Permutation-Of-Order-Matrix

Whiteboard: Permutation Of Order Matrix last revised by 127.0.0.1 on Aug 17, 2005 3:35 am

A blank piece of paper is a terrible thing to waste... And a hard thing to resist. I will use typewriter pictures do draw the basic ideas of the POOM enfilade.

The POOM is used within Udanax Green. I think its job or jobs are handled by the ent within Gold.

A Permutation of Order Matrix is a 2D matrix mapping from a virtual address (the position within a document you're reading) to "invariant" address (not exactly where the contents are stored, but their permanent identity-addresses).

This is different from the way a ModelT enfilade maps virtual addresses to contents. Concentrate on this abstract 2D picture for now, and then we'll go over how it is represented in an enfilade.

What it Does

Imagine the first version of a document was typed all from scratch with no hesitation, backspaces or edits. Then all the characters typed get assigned a contiguous range of istream positions, and the POOM for this version is just a straight line:

   |        /
   |      /
I  |    /
   |  /
   |/
   +----------
        V

In the POOM enfilade, no matter what the size of this document, this simple map is represented by a single crum at the bottom of the tree that says the starting V and I addresses, and the length. In general, each line segment in this map requires one bottom crum, and all the line segments are at a 45 degree angle. So now the author makes a second version with a new introduction:

   |/
   |          /
   |        /
I  |      /
   |    /
   |  /
   +------------
         V

The newer part has a higher I address, but it's V address is zero within this new version. Next the author realizes that a section near the beginning needs to be repeated near the end, so they do a copy and paste--within a Xanadu- savvy editor that knows how to instruct the back end to do a virtual copy, not by reentering the same characters:

   |/
   |            /
   |        /
I  |      /
   |    /     /
   |  /
   +--------------
          V

I'll stop with the complications here. You can imagine the potential fractal filligries that could develop over time on a well-edited document. (In this page, the typewriter pictures are modified copies, for instance.)

How is this represented in a POOM enfilade? As a 2D structure, like a drawing. The address is the combination of V and I address, or range of addresses, and the data is any line segments within the specified rectangle.

But the main job of this thing is to map from V to I. How is that done if one has to specify both V and I address? Well, you ask what's in a vertical slit that has the V address you want, and spans the whole I range. Likewise, you can ask where a given piece of original text appears by asking about a horizontal slit at its I position.

Wonderful! A data structure that stores a mapping-- including virtual copies--in a way that can be accessed both forward and backward. Just what's needed for versioning, intercomparison and bi-directional links in Xanadu... but not quite.

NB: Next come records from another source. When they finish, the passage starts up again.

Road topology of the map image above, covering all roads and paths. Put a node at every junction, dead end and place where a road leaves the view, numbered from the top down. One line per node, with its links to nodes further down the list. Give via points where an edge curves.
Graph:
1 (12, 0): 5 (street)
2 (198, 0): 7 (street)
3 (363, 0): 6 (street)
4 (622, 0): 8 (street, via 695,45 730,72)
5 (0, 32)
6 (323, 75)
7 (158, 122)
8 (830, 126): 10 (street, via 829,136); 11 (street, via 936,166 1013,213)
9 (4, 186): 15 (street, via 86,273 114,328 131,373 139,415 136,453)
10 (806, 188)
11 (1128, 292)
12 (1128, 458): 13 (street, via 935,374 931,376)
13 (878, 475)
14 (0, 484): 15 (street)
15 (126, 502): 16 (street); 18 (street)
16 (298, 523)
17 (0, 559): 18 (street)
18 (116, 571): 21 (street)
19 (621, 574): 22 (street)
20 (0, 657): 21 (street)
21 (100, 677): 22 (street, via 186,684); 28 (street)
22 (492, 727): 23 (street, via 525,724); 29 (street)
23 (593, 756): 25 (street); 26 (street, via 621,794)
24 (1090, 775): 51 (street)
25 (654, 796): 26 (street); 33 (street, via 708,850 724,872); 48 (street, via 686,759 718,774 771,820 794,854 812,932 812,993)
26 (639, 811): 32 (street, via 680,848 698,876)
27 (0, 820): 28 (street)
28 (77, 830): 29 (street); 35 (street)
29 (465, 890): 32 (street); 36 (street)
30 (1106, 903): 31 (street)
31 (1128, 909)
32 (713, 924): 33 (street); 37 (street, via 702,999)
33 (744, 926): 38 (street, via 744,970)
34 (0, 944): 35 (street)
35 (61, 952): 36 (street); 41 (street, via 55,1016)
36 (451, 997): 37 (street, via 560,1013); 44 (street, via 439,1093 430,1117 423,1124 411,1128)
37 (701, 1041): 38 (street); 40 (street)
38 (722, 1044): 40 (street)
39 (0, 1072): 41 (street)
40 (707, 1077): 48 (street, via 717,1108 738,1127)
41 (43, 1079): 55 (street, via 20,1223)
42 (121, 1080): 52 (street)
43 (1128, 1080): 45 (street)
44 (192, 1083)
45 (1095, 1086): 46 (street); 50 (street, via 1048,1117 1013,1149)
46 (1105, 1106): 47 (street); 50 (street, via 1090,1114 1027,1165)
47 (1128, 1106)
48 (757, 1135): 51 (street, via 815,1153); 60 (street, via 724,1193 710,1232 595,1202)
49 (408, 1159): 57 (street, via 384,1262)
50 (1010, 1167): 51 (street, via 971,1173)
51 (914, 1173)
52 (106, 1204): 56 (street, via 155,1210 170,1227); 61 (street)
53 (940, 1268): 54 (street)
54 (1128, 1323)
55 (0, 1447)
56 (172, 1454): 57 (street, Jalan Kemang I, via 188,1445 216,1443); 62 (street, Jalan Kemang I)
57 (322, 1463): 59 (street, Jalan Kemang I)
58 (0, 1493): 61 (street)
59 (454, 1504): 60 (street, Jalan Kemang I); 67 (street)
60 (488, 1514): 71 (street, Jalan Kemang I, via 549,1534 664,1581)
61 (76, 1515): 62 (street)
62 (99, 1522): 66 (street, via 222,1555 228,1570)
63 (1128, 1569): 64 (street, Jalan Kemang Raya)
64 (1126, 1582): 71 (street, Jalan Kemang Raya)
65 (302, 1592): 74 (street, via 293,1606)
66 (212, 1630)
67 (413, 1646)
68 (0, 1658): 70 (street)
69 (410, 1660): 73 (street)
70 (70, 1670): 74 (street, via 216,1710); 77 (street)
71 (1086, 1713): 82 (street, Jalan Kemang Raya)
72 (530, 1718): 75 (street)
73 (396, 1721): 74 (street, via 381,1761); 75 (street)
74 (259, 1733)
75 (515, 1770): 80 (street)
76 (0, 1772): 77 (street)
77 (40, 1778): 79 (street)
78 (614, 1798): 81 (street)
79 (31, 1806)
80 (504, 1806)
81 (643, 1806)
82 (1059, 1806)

It is still not efficient to go from one V range to I and back to a different V range. The Span-enfilade in Green and the Canopy in Gold are needed for that.

How it Does it

Next, how exactly are these 2D maps stored and edited? The idea, as in any enfilade, is that the bottom crums, the basic data (line segments in this case) are grouped into next-level-up nodes according to 2D nearness, and so on up the levels until we have a root node that covers the whole picture. The bounding boxes (minimum and maximum V and I addresses) of the larger and larger groupings of line segments are widded upwards in the tree (think of this direction as towards the viewer in these pictures).

To search the tree, you start at the tree top (let's say, at your eye), and at each step look at the rectangle of your search request and see whether it intersects the bounding box of any lower nodes (or actual line segments at the bottom). This guides you eventually to all the line segments that lie within or cross your request rectangle at the bottom of the tree (the plane of the drawing).

The editing operations are always to insert, delete, rearrange or copy tall rectangles, i.e. that span the whole height of the map. No existing stuff ever moves in its I position, it's just V positions that get changed and new segments added. This is tricker than editing a one-dimensional enfilade. The parts to be moved or rearranged have to be sliced into separate subtrees first. But the subtrees before an edit are arranged over a 2D space. So all the subtrees that lie under a cut have to be split (finding those subtrees is the same search as described above, in this case along one or more vertical lines). Then, after the separated subtrees are rearranged, some rejoining could be done--I'm not even sure the code goes to the trouble--but once again it would be more complicated than the 1D case: neighbors in 2D would need to be found by scanning along the vertical joint lines.

A result of editing is also not seen in 1D enfilades: the data in different subtrees can have overlapping bounding boxes. That means that to access certain 2D address ranges you have to search down multiple parts of the tree. You may also come upon dead ends: the bounding box of a higher subtree may intersect your query rectangle, but further down you may run out of subtrees that do. Here's a crude example:

   |     +--------+ B
   |/    |  /     |
   |     |      / |
   |================ Q        
I  |     |/       |
   |    /+____/___+
   |  /  
   +--------------
          V

Here the line of equals labeled Q represents a query with a narrow horizontal rectangle. The bounding box B intersects Q but none of the bottom-level data within it does.

How Well

There is no (known!) perfect yet efficient way to do arbitrary rectanglar slice rearrangement in 2D enfilades. Hopefully, with somewhat heuristic but efficient methods, the data stays fairly well-grouped so that editing operations don't have too much splitting and rejoining work to do, and searches don't go down too many false paths. I don't know how sure this is in theory or practice. Intuitively the cut and rejoin operations look square-root-like to me, even with arbitrarily atomized text, which would still be reasonable.

: --SteveWitham?